■ Problem requirements: Copy every line below where the string "from" is found.

[Dataset entries]

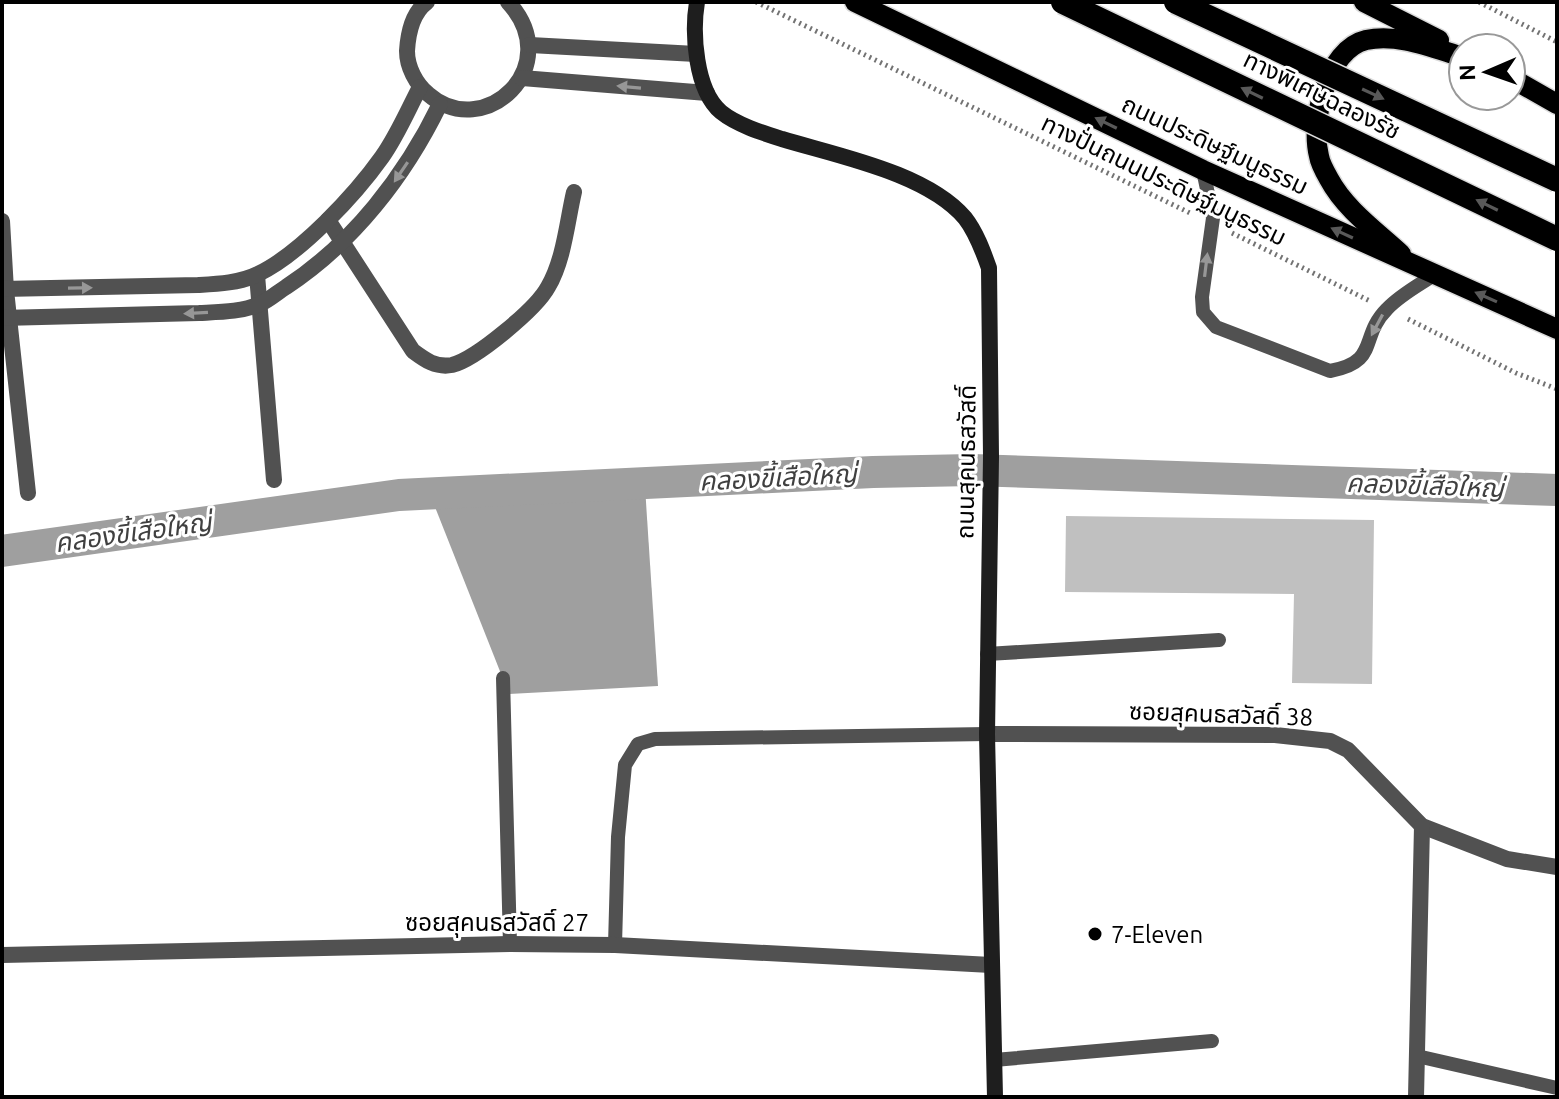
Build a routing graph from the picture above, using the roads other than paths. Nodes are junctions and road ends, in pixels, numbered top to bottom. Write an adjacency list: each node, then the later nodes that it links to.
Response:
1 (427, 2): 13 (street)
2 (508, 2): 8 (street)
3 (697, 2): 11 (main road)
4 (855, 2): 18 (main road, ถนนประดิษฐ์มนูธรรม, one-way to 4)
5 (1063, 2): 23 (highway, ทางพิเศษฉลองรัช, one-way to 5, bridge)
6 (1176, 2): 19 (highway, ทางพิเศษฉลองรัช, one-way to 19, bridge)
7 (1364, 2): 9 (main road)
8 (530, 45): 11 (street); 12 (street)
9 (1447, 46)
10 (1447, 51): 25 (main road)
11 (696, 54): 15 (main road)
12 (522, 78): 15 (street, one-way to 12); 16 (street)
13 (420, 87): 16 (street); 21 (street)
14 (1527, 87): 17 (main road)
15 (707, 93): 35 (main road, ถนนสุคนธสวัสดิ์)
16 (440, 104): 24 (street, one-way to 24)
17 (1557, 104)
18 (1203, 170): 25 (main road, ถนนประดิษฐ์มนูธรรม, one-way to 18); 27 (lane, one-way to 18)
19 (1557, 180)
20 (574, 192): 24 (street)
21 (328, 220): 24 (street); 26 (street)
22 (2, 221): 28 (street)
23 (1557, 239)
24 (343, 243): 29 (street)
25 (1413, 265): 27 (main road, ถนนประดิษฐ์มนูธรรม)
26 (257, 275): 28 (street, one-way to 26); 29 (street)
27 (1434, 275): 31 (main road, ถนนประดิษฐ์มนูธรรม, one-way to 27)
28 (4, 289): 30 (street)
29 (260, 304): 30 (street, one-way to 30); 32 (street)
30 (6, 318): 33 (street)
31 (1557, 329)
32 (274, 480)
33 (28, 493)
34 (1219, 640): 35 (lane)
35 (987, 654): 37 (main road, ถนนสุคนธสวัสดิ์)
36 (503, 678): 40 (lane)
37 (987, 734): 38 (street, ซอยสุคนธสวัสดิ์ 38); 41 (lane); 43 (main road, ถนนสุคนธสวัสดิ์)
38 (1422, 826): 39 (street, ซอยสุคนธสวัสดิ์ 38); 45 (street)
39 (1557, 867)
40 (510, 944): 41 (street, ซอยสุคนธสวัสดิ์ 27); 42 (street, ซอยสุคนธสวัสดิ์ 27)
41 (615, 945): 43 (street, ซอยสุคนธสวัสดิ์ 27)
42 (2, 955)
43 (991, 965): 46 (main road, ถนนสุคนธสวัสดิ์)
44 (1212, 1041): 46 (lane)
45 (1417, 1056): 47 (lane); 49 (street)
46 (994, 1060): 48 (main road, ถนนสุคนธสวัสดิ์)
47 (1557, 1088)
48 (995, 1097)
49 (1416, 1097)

[/Dataset entries]
[Dataset entries]

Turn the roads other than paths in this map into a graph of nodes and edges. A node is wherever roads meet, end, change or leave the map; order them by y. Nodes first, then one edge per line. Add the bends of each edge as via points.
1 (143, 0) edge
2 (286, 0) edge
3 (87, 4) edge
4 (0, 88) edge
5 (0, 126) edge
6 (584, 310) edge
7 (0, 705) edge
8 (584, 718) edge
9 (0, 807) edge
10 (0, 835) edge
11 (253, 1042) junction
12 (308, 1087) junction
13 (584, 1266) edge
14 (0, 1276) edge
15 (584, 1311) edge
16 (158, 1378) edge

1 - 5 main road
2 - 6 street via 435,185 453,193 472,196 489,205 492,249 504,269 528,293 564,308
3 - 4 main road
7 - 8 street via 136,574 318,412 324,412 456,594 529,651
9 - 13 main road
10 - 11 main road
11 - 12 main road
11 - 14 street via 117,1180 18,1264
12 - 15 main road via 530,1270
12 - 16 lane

[/Dataset entries]
[Dataset entries]

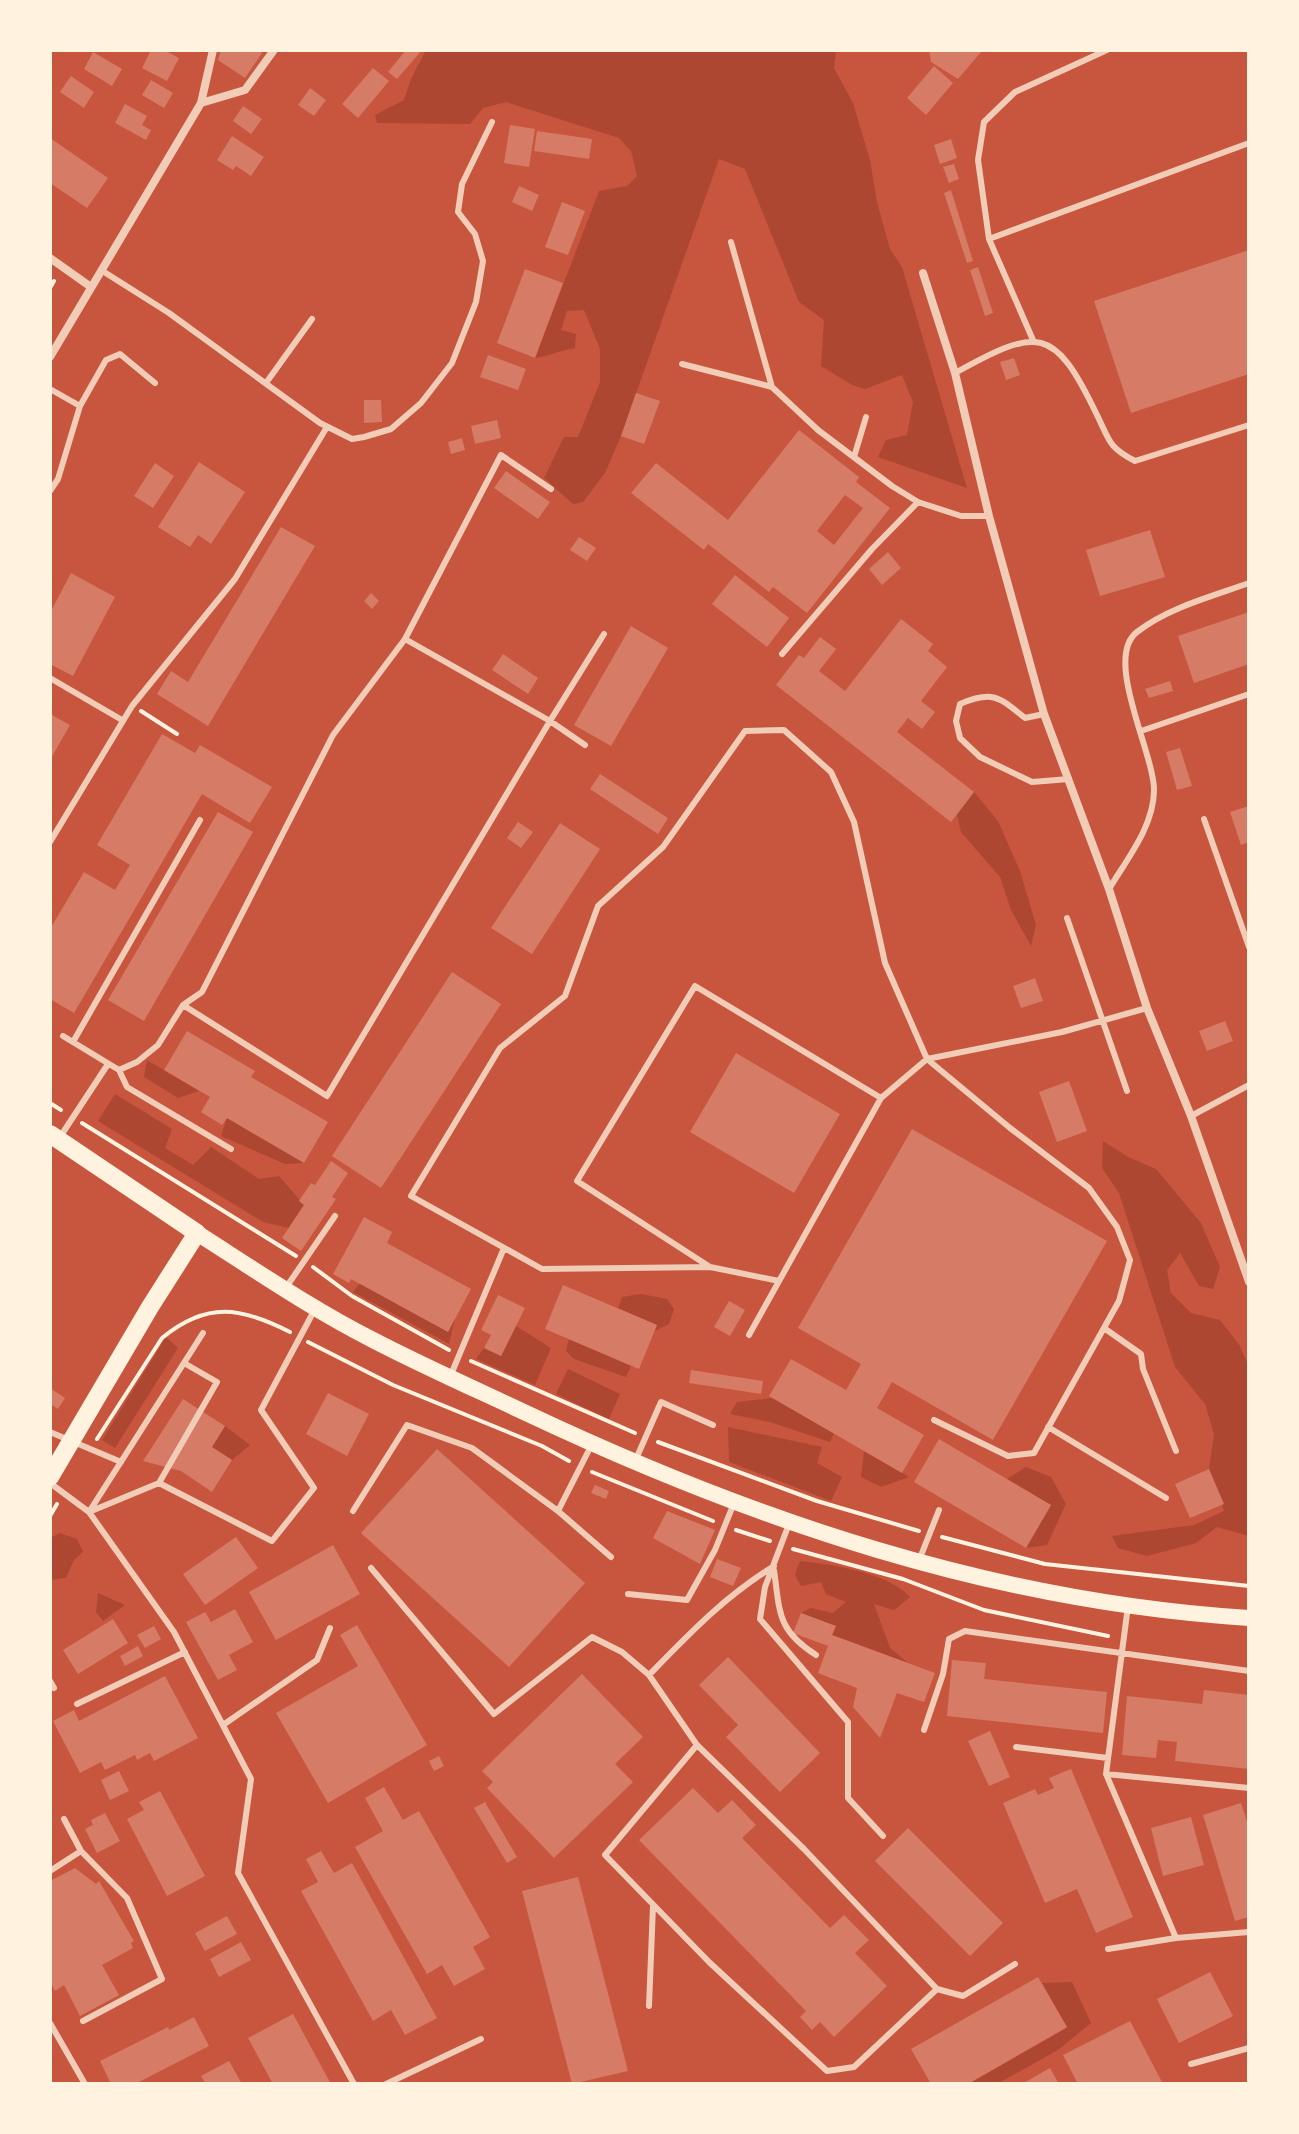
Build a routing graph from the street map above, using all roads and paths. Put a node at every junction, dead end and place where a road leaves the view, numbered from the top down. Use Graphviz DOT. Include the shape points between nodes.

[/Dataset entries]

■ Result of this task:
Build a routing graph from the picture above, using the roads other than paths. Nodes are junctions and road ends, in pixels, numbered top to bottom. Write an adjacency list: each node, then the later nodes that it links to.
Build a routing graph from the street map above, using all roads and paths. Put a node at every junction, dead end and place where a road leaves the view, numbered from the top down. Use Graphviz DOT. Include the shape points between nodes.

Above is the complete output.